#### INPUT DATA
= = = = =

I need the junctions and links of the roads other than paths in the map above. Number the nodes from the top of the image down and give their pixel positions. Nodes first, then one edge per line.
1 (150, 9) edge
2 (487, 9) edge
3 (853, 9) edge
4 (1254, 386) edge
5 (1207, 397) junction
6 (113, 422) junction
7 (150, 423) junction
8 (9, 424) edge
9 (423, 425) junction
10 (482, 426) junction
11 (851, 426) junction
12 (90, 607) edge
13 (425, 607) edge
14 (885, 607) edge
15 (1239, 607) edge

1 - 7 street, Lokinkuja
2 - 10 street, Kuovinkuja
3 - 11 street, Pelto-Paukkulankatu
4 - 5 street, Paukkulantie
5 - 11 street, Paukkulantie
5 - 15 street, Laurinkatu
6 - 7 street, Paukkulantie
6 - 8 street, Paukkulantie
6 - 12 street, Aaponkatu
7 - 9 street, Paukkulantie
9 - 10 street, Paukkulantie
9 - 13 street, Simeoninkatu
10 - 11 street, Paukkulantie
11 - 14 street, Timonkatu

= = = = =

#### YOUR TASK
Write the material out once more, keeping each line exact.

#### RESPONSE BELOW
I need the junctions and links of the roads other than paths in the map above. Number the nodes from the top of the image down and give their pixel positions. Nodes first, then one edge per line.
1 (150, 9) edge
2 (487, 9) edge
3 (853, 9) edge
4 (1254, 386) edge
5 (1207, 397) junction
6 (113, 422) junction
7 (150, 423) junction
8 (9, 424) edge
9 (423, 425) junction
10 (482, 426) junction
11 (851, 426) junction
12 (90, 607) edge
13 (425, 607) edge
14 (885, 607) edge
15 (1239, 607) edge

1 - 7 street, Lokinkuja
2 - 10 street, Kuovinkuja
3 - 11 street, Pelto-Paukkulankatu
4 - 5 street, Paukkulantie
5 - 11 street, Paukkulantie
5 - 15 street, Laurinkatu
6 - 7 street, Paukkulantie
6 - 8 street, Paukkulantie
6 - 12 street, Aaponkatu
7 - 9 street, Paukkulantie
9 - 10 street, Paukkulantie
9 - 13 street, Simeoninkatu
10 - 11 street, Paukkulantie
11 - 14 street, Timonkatu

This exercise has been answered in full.